═══ AVAILABLE DATA
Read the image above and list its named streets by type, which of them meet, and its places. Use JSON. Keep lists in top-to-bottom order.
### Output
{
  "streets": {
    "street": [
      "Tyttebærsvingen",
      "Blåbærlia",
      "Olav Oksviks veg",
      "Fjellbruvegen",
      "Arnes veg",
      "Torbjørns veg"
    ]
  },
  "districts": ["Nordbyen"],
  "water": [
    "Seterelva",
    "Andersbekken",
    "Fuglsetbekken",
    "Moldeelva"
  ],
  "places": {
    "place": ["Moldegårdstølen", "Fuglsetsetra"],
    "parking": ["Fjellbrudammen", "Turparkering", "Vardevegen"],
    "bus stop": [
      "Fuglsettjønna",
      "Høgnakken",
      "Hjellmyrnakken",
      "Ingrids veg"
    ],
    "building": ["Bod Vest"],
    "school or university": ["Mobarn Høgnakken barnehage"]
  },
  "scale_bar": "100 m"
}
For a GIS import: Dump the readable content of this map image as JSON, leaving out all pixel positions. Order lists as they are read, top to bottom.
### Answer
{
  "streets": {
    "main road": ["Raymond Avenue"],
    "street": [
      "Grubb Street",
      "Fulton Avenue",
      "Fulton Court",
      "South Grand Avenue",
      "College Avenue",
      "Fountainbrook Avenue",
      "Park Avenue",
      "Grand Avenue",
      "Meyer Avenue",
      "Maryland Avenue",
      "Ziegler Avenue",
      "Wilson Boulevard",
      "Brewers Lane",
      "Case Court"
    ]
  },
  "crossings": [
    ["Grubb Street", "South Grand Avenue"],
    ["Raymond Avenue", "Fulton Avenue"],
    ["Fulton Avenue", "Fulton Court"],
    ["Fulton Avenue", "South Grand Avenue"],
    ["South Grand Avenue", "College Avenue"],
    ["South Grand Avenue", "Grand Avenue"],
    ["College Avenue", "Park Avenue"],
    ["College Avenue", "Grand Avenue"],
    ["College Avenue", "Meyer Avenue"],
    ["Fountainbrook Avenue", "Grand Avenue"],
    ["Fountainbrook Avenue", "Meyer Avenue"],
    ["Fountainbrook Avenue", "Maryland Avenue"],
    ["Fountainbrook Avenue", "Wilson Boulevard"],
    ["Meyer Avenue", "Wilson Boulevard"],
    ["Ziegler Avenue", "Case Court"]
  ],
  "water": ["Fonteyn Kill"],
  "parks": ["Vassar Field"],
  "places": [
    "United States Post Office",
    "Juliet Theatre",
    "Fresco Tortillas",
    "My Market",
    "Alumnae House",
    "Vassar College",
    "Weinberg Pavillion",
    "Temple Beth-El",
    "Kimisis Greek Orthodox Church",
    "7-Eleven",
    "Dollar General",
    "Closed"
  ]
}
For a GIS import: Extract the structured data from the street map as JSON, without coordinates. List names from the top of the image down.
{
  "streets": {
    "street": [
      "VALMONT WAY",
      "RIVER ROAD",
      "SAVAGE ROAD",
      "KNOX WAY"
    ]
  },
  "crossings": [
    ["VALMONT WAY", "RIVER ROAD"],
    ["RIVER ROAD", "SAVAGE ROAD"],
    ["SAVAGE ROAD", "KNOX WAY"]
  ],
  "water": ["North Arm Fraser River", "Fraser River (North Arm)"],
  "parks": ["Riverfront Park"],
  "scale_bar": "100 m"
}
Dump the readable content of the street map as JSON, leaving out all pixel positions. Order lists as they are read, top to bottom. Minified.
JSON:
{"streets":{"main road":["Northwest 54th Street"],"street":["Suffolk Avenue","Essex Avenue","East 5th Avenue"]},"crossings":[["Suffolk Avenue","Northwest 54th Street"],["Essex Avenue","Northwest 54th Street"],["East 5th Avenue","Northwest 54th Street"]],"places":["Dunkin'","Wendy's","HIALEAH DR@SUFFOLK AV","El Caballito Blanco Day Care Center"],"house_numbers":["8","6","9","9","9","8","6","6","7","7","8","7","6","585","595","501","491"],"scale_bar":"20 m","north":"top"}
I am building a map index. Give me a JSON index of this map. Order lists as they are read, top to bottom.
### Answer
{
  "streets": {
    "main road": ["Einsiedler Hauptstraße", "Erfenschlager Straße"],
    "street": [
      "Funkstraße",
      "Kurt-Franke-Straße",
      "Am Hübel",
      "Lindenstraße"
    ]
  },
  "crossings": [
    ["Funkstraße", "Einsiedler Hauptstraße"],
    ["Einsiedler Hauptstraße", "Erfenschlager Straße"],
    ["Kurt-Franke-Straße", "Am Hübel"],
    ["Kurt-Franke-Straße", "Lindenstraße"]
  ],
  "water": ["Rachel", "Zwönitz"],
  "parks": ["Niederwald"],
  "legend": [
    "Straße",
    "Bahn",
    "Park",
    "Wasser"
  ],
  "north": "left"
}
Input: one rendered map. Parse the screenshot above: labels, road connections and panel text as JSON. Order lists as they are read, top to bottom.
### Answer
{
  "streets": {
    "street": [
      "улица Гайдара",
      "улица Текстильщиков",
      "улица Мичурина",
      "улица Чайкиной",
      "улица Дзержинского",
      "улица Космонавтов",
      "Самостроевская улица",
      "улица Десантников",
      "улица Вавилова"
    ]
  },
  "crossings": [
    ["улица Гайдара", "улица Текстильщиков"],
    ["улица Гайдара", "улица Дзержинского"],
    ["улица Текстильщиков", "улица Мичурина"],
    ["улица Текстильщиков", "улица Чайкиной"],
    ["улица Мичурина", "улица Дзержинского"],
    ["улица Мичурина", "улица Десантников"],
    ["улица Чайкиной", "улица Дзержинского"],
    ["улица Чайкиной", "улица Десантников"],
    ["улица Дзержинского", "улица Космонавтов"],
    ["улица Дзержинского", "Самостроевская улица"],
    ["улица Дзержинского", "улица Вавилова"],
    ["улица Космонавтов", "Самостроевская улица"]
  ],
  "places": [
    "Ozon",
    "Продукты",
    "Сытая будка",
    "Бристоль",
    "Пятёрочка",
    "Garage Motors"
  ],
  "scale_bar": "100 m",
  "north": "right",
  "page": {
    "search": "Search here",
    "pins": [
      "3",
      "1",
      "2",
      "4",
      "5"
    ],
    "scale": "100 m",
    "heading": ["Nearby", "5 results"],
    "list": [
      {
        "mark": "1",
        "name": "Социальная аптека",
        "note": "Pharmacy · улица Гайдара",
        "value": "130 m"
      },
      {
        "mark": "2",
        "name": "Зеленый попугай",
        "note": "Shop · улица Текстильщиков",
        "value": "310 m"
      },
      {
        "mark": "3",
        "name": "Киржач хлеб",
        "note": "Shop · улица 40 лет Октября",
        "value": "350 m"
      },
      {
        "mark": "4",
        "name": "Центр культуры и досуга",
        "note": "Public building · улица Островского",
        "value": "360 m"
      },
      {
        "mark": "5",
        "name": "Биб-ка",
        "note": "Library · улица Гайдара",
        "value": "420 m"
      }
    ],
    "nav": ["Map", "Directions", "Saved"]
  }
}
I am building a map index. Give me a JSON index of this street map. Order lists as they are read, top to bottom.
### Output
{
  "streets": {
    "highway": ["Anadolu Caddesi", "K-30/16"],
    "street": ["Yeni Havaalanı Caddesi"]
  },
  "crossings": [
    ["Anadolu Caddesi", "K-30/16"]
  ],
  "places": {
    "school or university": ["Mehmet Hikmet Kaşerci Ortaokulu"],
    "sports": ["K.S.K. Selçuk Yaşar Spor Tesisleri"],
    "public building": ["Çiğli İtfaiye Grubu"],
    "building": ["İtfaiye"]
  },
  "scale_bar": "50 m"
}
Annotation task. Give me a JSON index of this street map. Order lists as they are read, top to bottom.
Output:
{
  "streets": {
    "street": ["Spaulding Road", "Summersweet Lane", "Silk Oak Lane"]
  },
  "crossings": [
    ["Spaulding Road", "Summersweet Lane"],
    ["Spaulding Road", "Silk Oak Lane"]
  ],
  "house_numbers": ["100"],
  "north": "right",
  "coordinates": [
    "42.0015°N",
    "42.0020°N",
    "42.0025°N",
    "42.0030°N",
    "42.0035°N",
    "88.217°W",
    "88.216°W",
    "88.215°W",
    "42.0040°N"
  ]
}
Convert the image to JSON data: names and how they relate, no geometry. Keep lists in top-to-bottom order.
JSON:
══════
**THE TASK**
Only lines with the word "index" go in the answer. Take them all from the entries above.

**EXERCISE OUTPUT**
I am building a map index. Give me a JSON index of this map. Order lists as they are read, top to bottom.
I am building a map index. Give me a JSON index of this street map. Order lists as they are read, top to bottom.
Annotation task. Give me a JSON index of this street map. Order lists as they are read, top to bottom.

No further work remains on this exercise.